On the contrary, capitalist investment takes place in China only so long as it is tolerated by the workers' state. The imperialist bourgeoisie now threatens China- economically but also militarily-should the Chinese state reverse its stand on allowing private property to grow in Hong Kong.

The imperialists hope Hong Kong's return to the mainland will eventually help transform all of China into a vast neocolony so it can be plundered at will. The workers in China want Hong Kong to be transformed in the opposite direction-so its vast resources will serve the workers and peasants, not a handful of compradore billionaire families.

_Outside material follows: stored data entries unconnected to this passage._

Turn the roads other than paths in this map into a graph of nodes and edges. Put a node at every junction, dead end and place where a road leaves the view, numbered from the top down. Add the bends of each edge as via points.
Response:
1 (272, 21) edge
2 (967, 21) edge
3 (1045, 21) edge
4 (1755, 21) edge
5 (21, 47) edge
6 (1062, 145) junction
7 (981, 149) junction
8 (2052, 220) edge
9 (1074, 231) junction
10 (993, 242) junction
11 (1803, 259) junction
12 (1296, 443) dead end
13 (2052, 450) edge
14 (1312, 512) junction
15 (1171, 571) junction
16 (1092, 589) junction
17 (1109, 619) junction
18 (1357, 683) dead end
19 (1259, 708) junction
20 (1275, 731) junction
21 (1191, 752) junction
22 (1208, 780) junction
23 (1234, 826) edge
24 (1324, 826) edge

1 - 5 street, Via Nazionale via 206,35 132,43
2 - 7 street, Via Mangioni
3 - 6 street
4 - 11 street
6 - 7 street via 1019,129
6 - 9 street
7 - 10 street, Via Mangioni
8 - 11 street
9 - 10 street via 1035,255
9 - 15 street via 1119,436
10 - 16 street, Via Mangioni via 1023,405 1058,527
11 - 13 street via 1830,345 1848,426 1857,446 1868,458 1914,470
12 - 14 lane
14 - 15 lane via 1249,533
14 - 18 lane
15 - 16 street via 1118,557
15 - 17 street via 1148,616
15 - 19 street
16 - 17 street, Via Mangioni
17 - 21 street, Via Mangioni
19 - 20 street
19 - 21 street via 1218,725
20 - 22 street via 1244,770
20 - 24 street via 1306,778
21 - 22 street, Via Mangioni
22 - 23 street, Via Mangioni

Ultimately, the combat between the two social systems-one based on capitalist competition and profit and the other on public ownership and economic planning-will erupt in a major struggle. Every class-conscious worker should enter this fray as a militant defender of the People's Republic of China and its awesome gains won through a vast popular revolution.


Chinese troops welcomed

After all the media hype here on possible "panic" in Hong Kong, here's what really happened when Chinese troops arrived, according to a July 1 Associated Press report:

"The often exuberant welcome indicated that many in Hong Kong don't mind having the People's Liberation Army in their midst.

"At points along the convoys' routes, crowds of cheering, cymbal-clanging, drum-beating people turned out to greet the Chinese troops.

"In the seaside suburb of Stanley, once a British redoubt, about 300 people stood in heavy rain to await the Chinese convoy heading to Stanley Fort. ... When the 20 vehicles drove slowly by, people broke through police lines to shake hands with the soldiers and give them bouquets.

"`Very exciting,' declared 16-year-old Penguin Wong. ... 'We are so happy about Hong Kong's return to China.'

"... In the semi-rural New Territories, ... people turned out to cheer and beat drums as the troops crossed the border. Beaming Chinese officers got out of their cars and were garlanded with flowers."